▶ **Excerpted records**

==================================================

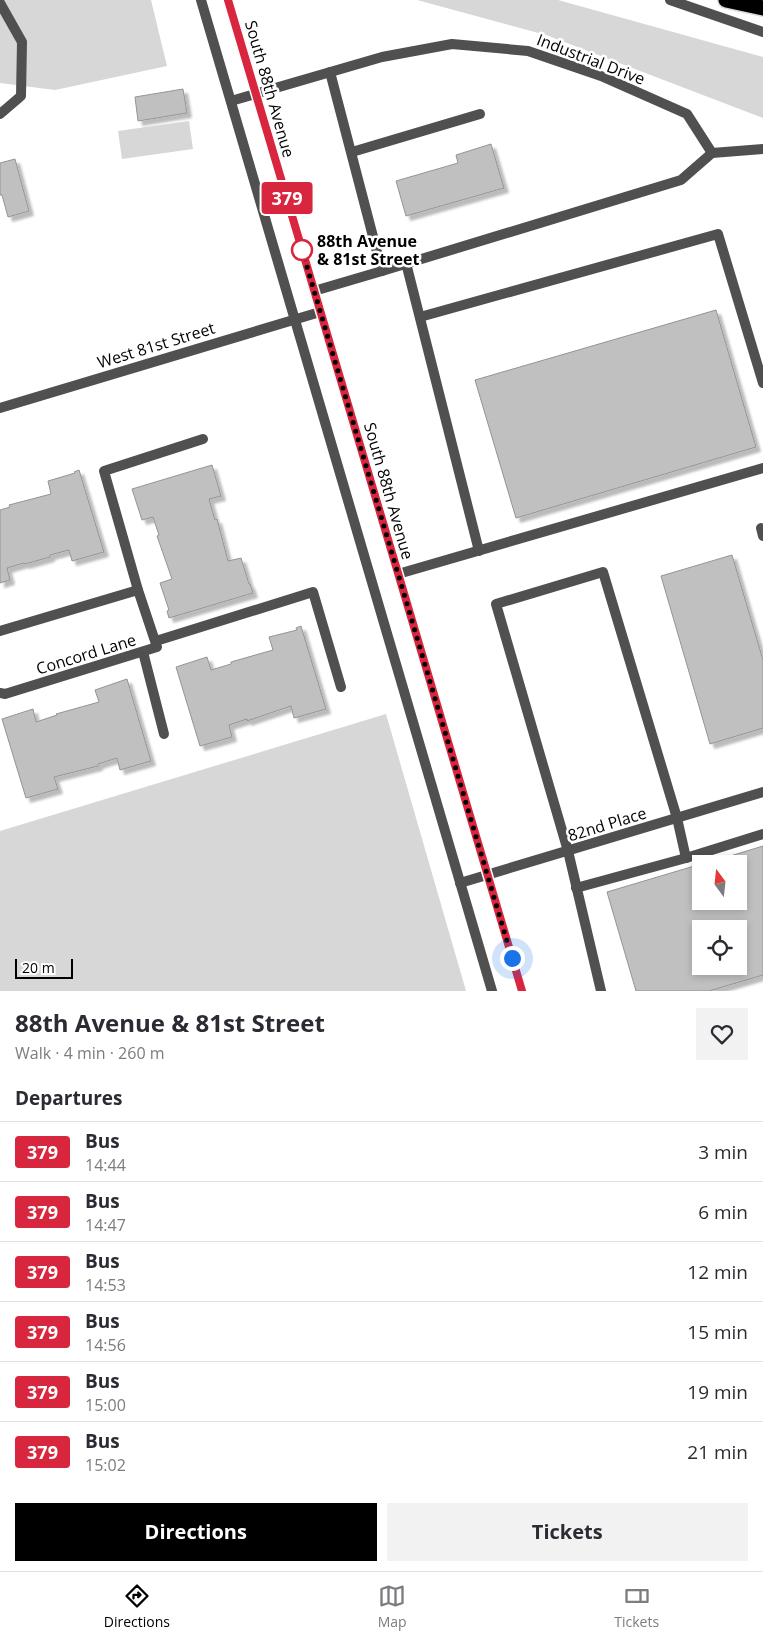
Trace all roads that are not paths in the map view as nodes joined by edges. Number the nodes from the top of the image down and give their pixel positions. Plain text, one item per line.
1 (201, 0) edge
2 (228, 0) edge
3 (670, 0) edge
4 (726, 0) edge
5 (0, 3) edge
6 (763, 8) edge
7 (763, 32) edge
8 (330, 72) junction
9 (256, 94) junction
10 (231, 102) junction
11 (0, 114) edge
12 (480, 114) dead end
13 (763, 150) edge
14 (352, 152) junction
15 (712, 153) junction
16 (406, 263) junction
17 (382, 271) junction
18 (314, 291) junction
19 (320, 312) junction
20 (420, 317) junction
21 (295, 319) junction
22 (763, 384) edge
23 (0, 408) edge
24 (203, 439) dead end
25 (763, 468) edge
26 (479, 551) junction
27 (398, 574) junction
28 (138, 590) junction
29 (0, 631) edge
30 (156, 641) junction
31 (143, 652) junction
32 (341, 687) dead end
33 (0, 693) edge
34 (164, 734) dead end
35 (763, 792) edge
36 (677, 818) junction
37 (763, 834) edge
38 (568, 851) junction
39 (686, 858) junction
40 (487, 876) junction
41 (460, 884) junction
42 (576, 888) junction
43 (492, 991) edge
44 (522, 991) edge
45 (601, 991) edge

1 - 10 street
2 - 9 street, South 88th Avenue
3 - 7 street
4 - 6 highway
5 - 11 street
8 - 9 street, Industrial Drive
8 - 14 street
8 - 15 street, Industrial Drive
9 - 10 street, Industrial Drive
9 - 18 street, South 88th Avenue
10 - 21 street
12 - 14 street
13 - 15 street
14 - 17 street
15 - 16 street
16 - 17 street
16 - 20 street
17 - 18 street
18 - 19 street, South 88th Avenue
19 - 21 street, West 81st Street
19 - 27 street, South 88th Avenue
20 - 22 street
20 - 26 street
21 - 23 street, West 81st Street
21 - 41 street
24 - 28 street, Concord Lane
25 - 26 street
26 - 27 street
27 - 40 street, South 88th Avenue
28 - 29 street
28 - 30 street, Concord Lane
30 - 31 street, Concord Lane
30 - 32 street
31 - 33 street, Concord Lane
31 - 34 street
35 - 36 street, 82nd Place
36 - 38 street, 82nd Place
36 - 38 street
36 - 39 street
37 - 39 street
38 - 40 street, 82nd Place
38 - 42 street
39 - 42 street
40 - 41 street, 82nd Place
40 - 44 street, South 88th Avenue
41 - 43 street
42 - 45 street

==================================================

▶ **Instructions to follow**
Return the material word for word. Pictures are not part of the copy.

▶ **Completed exercise**
Trace all roads that are not paths in the map view as nodes joined by edges. Number the nodes from the top of the image down and give their pixel positions. Plain text, one item per line.
1 (201, 0) edge
2 (228, 0) edge
3 (670, 0) edge
4 (726, 0) edge
5 (0, 3) edge
6 (763, 8) edge
7 (763, 32) edge
8 (330, 72) junction
9 (256, 94) junction
10 (231, 102) junction
11 (0, 114) edge
12 (480, 114) dead end
13 (763, 150) edge
14 (352, 152) junction
15 (712, 153) junction
16 (406, 263) junction
17 (382, 271) junction
18 (314, 291) junction
19 (320, 312) junction
20 (420, 317) junction
21 (295, 319) junction
22 (763, 384) edge
23 (0, 408) edge
24 (203, 439) dead end
25 (763, 468) edge
26 (479, 551) junction
27 (398, 574) junction
28 (138, 590) junction
29 (0, 631) edge
30 (156, 641) junction
31 (143, 652) junction
32 (341, 687) dead end
33 (0, 693) edge
34 (164, 734) dead end
35 (763, 792) edge
36 (677, 818) junction
37 (763, 834) edge
38 (568, 851) junction
39 (686, 858) junction
40 (487, 876) junction
41 (460, 884) junction
42 (576, 888) junction
43 (492, 991) edge
44 (522, 991) edge
45 (601, 991) edge

1 - 10 street
2 - 9 street, South 88th Avenue
3 - 7 street
4 - 6 highway
5 - 11 street
8 - 9 street, Industrial Drive
8 - 14 street
8 - 15 street, Industrial Drive
9 - 10 street, Industrial Drive
9 - 18 street, South 88th Avenue
10 - 21 street
12 - 14 street
13 - 15 street
14 - 17 street
15 - 16 street
16 - 17 street
16 - 20 street
17 - 18 street
18 - 19 street, South 88th Avenue
19 - 21 street, West 81st Street
19 - 27 street, South 88th Avenue
20 - 22 street
20 - 26 street
21 - 23 street, West 81st Street
21 - 41 street
24 - 28 street, Concord Lane
25 - 26 street
26 - 27 street
27 - 40 street, South 88th Avenue
28 - 29 street
28 - 30 street, Concord Lane
30 - 31 street, Concord Lane
30 - 32 street
31 - 33 street, Concord Lane
31 - 34 street
35 - 36 street, 82nd Place
36 - 38 street, 82nd Place
36 - 38 street
36 - 39 street
37 - 39 street
38 - 40 street, 82nd Place
38 - 42 street
39 - 42 street
40 - 41 street, 82nd Place
40 - 44 street, South 88th Avenue
41 - 43 street
42 - 45 street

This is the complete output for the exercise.